▶ [About this exercise] Would you transcribe the line that holds "Road topology of" and all the lines below it, through the final one, exactly and with nothing else?

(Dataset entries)
━━━━━━━━━━━━━━━━━━━━━━━━━━━━━━

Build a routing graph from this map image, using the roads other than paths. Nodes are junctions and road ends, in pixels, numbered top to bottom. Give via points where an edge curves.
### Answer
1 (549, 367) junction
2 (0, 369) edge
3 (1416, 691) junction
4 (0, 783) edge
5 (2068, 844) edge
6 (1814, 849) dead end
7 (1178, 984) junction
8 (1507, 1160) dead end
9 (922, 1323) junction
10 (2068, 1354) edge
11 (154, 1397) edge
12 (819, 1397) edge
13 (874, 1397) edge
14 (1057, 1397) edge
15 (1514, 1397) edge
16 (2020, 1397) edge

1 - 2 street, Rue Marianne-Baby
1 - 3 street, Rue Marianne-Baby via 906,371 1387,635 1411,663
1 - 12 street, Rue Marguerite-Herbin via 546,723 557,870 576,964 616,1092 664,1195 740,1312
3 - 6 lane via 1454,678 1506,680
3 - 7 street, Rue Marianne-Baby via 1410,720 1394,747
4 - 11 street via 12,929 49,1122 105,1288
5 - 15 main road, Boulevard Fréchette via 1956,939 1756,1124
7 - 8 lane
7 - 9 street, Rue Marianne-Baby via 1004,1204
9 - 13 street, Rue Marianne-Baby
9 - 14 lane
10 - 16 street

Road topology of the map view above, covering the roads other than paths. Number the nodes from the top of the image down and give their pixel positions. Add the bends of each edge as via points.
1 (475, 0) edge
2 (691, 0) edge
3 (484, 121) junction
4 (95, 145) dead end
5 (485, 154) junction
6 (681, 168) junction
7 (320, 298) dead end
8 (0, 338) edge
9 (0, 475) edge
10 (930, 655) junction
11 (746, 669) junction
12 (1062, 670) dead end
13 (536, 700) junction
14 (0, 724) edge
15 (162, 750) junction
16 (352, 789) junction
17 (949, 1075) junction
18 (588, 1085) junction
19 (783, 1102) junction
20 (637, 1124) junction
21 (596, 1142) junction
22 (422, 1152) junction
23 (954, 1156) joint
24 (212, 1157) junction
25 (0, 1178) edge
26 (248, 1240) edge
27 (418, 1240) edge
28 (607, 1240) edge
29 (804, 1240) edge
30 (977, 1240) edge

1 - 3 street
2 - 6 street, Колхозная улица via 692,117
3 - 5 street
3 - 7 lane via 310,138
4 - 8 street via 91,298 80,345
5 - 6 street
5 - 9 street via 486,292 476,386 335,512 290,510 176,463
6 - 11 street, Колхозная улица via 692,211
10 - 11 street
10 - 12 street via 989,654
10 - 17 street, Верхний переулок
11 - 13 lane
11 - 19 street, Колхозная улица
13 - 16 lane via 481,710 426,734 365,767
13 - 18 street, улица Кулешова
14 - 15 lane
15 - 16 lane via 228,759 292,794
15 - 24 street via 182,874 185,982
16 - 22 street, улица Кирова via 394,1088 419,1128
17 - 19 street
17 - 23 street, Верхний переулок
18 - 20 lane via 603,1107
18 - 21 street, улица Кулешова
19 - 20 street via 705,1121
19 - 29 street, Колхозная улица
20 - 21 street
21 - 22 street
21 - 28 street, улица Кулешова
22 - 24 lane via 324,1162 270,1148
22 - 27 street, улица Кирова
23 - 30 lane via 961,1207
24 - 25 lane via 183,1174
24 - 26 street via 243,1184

━━━━━━━━━━━━━━━━━━━━━━━━━━━━━━

▶ [Completed task]
Road topology of the map view above, covering the roads other than paths. Number the nodes from the top of the image down and give their pixel positions. Add the bends of each edge as via points.
1 (475, 0) edge
2 (691, 0) edge
3 (484, 121) junction
4 (95, 145) dead end
5 (485, 154) junction
6 (681, 168) junction
7 (320, 298) dead end
8 (0, 338) edge
9 (0, 475) edge
10 (930, 655) junction
11 (746, 669) junction
12 (1062, 670) dead end
13 (536, 700) junction
14 (0, 724) edge
15 (162, 750) junction
16 (352, 789) junction
17 (949, 1075) junction
18 (588, 1085) junction
19 (783, 1102) junction
20 (637, 1124) junction
21 (596, 1142) junction
22 (422, 1152) junction
23 (954, 1156) joint
24 (212, 1157) junction
25 (0, 1178) edge
26 (248, 1240) edge
27 (418, 1240) edge
28 (607, 1240) edge
29 (804, 1240) edge
30 (977, 1240) edge

1 - 3 street
2 - 6 street, Колхозная улица via 692,117
3 - 5 street
3 - 7 lane via 310,138
4 - 8 street via 91,298 80,345
5 - 6 street
5 - 9 street via 486,292 476,386 335,512 290,510 176,463
6 - 11 street, Колхозная улица via 692,211
10 - 11 street
10 - 12 street via 989,654
10 - 17 street, Верхний переулок
11 - 13 lane
11 - 19 street, Колхозная улица
13 - 16 lane via 481,710 426,734 365,767
13 - 18 street, улица Кулешова
14 - 15 lane
15 - 16 lane via 228,759 292,794
15 - 24 street via 182,874 185,982
16 - 22 street, улица Кирова via 394,1088 419,1128
17 - 19 street
17 - 23 street, Верхний переулок
18 - 20 lane via 603,1107
18 - 21 street, улица Кулешова
19 - 20 street via 705,1121
19 - 29 street, Колхозная улица
20 - 21 street
21 - 22 street
21 - 28 street, улица Кулешова
22 - 24 lane via 324,1162 270,1148
22 - 27 street, улица Кирова
23 - 30 lane via 961,1207
24 - 25 lane via 183,1174
24 - 26 street via 243,1184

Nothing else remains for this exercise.